Where does the string "points" occur in the records? Copy each line that holds it.

■ Dataset extract:
_ _ _ _ _ _ _
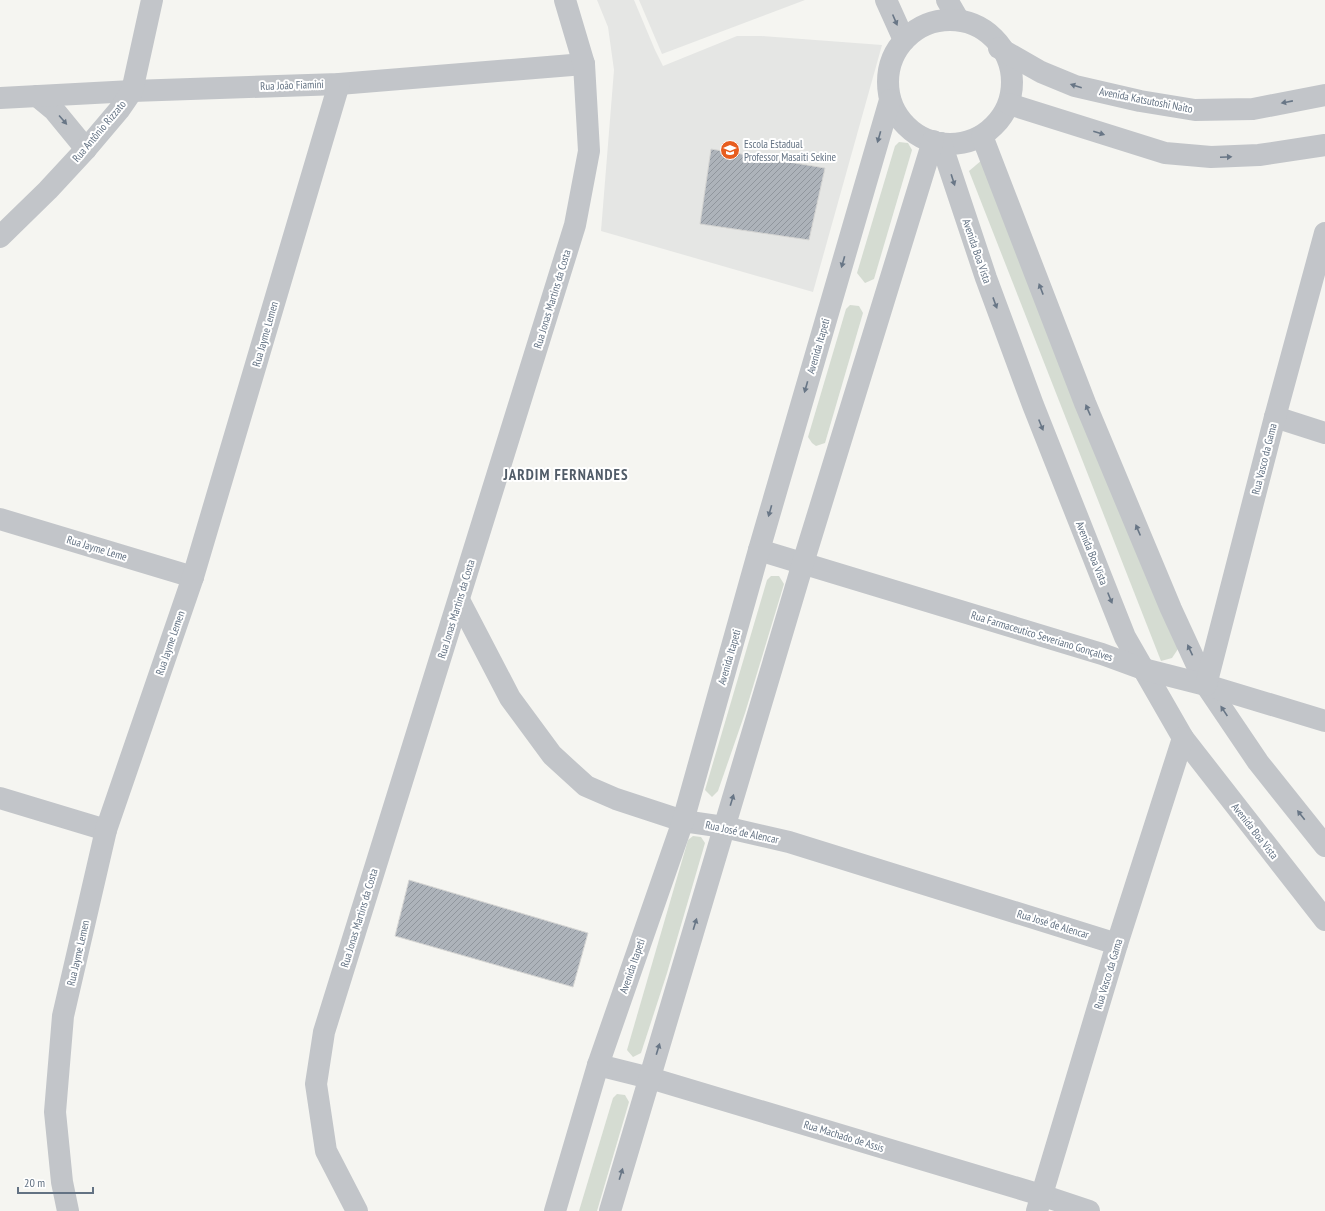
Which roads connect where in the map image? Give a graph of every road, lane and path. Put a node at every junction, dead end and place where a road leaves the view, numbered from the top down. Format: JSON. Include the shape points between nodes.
_ _ _ _ _ _ _
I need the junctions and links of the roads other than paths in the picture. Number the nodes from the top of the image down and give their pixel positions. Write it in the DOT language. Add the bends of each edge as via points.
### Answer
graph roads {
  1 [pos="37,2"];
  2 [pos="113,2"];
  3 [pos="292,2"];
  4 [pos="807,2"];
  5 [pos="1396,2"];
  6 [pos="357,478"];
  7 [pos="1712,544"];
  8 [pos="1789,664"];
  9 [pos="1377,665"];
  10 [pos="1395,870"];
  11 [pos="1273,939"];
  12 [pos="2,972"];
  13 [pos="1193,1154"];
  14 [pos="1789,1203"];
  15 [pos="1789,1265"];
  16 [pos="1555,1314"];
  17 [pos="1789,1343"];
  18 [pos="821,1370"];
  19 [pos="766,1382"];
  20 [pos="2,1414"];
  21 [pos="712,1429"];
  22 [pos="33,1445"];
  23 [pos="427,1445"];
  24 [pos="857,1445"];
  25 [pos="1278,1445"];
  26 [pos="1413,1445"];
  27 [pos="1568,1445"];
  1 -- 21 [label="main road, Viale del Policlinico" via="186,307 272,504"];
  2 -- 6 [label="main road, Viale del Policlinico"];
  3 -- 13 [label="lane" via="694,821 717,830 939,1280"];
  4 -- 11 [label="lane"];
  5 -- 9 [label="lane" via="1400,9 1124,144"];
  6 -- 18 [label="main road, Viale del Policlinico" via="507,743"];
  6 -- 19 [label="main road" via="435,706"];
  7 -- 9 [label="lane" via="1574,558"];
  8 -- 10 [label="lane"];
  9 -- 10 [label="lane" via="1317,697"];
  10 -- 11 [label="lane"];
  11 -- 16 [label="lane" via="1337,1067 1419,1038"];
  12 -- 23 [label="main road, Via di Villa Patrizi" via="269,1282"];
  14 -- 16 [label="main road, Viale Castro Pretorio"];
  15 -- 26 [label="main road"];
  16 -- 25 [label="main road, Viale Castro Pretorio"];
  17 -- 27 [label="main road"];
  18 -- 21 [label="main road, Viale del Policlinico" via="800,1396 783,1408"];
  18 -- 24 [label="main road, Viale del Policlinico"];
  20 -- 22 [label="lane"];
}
_ _ _ _ _ _ _
■ Response area:
Which roads connect where in the map image? Give a graph of every road, lane and path. Put a node at every junction, dead end and place where a road leaves the view, numbered from the top down. Format: JSON. Include the shape points between nodes.
I need the junctions and links of the roads other than paths in the picture. Number the nodes from the top of the image down and give their pixel positions. Write it in the DOT language. Add the bends of each edge as via points.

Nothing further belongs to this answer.